10 Tax Planning Tips for 2019

Posted by Lauren Moone on February 15, 2019

Tri-Valley companies are booming.  Both public and private companies headquartered in the Tri-Valley (Pleasanton, Livermore, Dublin, San Ramon and Danville) have experienced tremendous growth in the last decade, and 2018 was no exception.

Tri-Valley startups raised more than $500M in venture capital investments in the last 12 months alone and over the same time period public companies headquartered in the Tri-Valley outperformed the S&P 500 by over 25%.

If you’re fortunate enough to work for these companies, you’ve likely taken part in some of this success.  The downside of course is that your tax payments have likely soared to new levels as well

So what can you do to mitigate the sting of the 2019 tax bill, and tax payments for future years?  Here are 10 proactive steps you can take to not just save on taxes today but minimize cumulative taxes paid going forward. 

1. Max out 401k Contributions

Current contribution limits are $18,500.  If that sounds overwhelming, at minimum contribute enough to max out your employer’s match.

2. Max out Other Pre-Tax Contributions 

If you have a High Deductible Health Plan (HDHP) you can contribute $3,450 ($6,900 per family) to a Health Savings Account with pre-tax dollars.  If you don't have a HDHP, you can still contribute $2,700 ($5,400 per family) of pre-tax dollars to a Flexible Spending Account (FSA) for medical costs. If you have children, up to $5,000 per family can be allocated to Dependent Care accounts to cover childcare costs with pre-tax dollars.

3. Contribute to an IRA 

If you make less than $73K ($121K for married couples filing jointly), your $5500 contribution is tax-deductible.  If you make more than that, you can still contribute to a nondeductible IRA and convert it to a Roth.  You will benefit from tax-free growth and not have to pay taxes when you withdraw in retirement.

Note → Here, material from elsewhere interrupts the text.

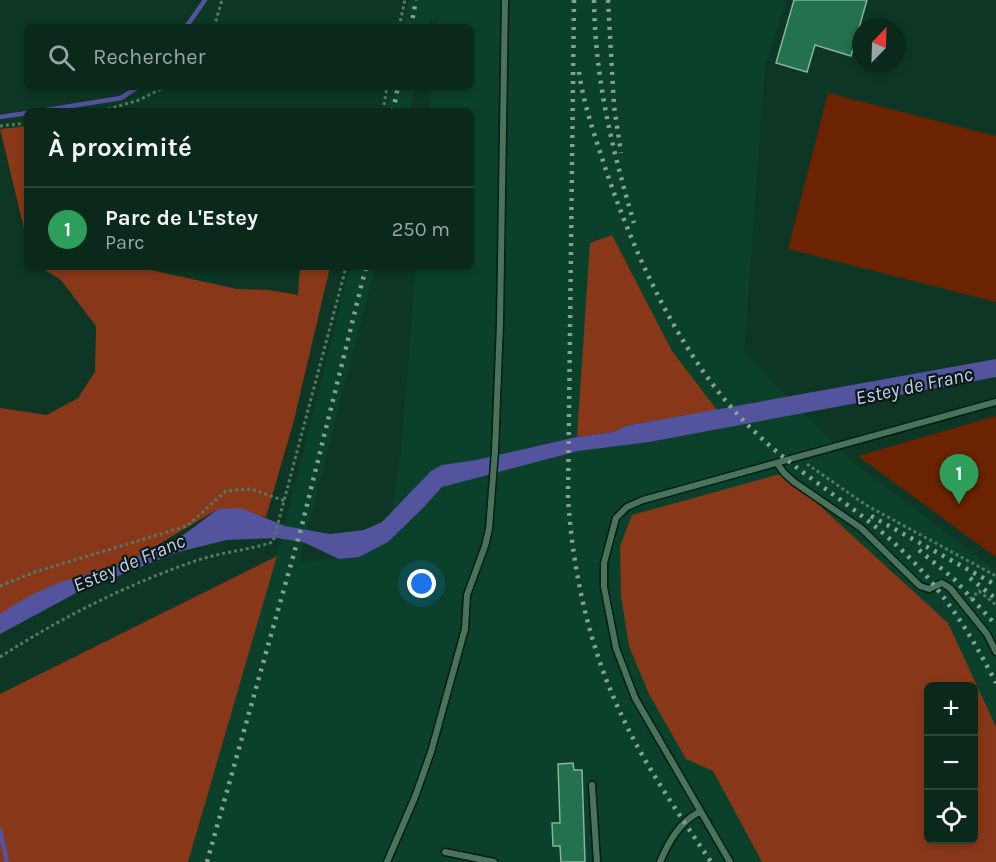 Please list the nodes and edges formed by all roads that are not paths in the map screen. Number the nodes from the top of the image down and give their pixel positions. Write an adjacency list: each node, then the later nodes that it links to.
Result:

4. Contribute to a 529 Plan 

529 plans allow for tax-free growth for qualified educational expenses for your kids.  This is the best way to save for college and as of last year you can use $10K per year for K-12.  With a 529, you can expect major tax savings in the future vs. investing that money in your own savings account or a UGMA and paying capital gains tax when you sell investments to pay for college later.  More on the benefits here.

5. Know About AMT and Be Aware of Triggers

The Alternative Minimum Tax (AMT) is a parallel calculation that eliminates deductions and credits and increases tax liability for an individual who would otherwise pay less.  Understanding the factors that can “put you into AMT” can help you plan to avoid it when possible.  Triggers include:  high income, realizing a large capital gain, and exercising Incentive Stock Options (ISOs).

6. Defer Realizing Income

If you can control the timing, wait to realize a large capital gain or significant income event for a year when your other income may be lower.  Example: consider the timing of selling a house for a gain or loss or timing the sale of concentrated stock position, when you have a large RSU grant vesting.

7. Plan Timing of Options Exercises

Exercising Incentive Stock Options (ISOs) can put you into AMT even if you hold on to the stock.

8.  Hold Incentive Stock Options (ISOs) for Capital Gains Treatment

Exercising and holding ISOs for over one year allows the gain to be taxed as capital gains instead of ordinary income. If you're comfortable taking the risk of holding the stock position for a year, the marginal tax difference can approach 20%.

9. Asset Location Matters

We don't recommend day trading, but any short-term investing is better to do in your IRA. Your taxable account is the place for tax-efficient, long-term investments like stocks of solid companies you expect to hold for years, tax-exempt bonds and ETFs.  Most mutual funds distribute taxable capital gains every year, so you can be paying taxes even if you didn’t sell any positions.

10. Tax Loss Harvest 

When possible, try to offset realized capital gains with losses to neutralize your tax bill.  If you've realized losses without gains to offset, the unused portion can offset your taxable income up to $3K per year and carried forward to future years.

Disclosure: Each individual’s tax situation is unique, and the planning tips mentioned above should be discussed with your personal tax advisor.  The items listed above are potential planning tools to be aware of.  Nothing in this article should be construed as tax advice, a solicitation or offer, or recommendation, to buy or sell any security.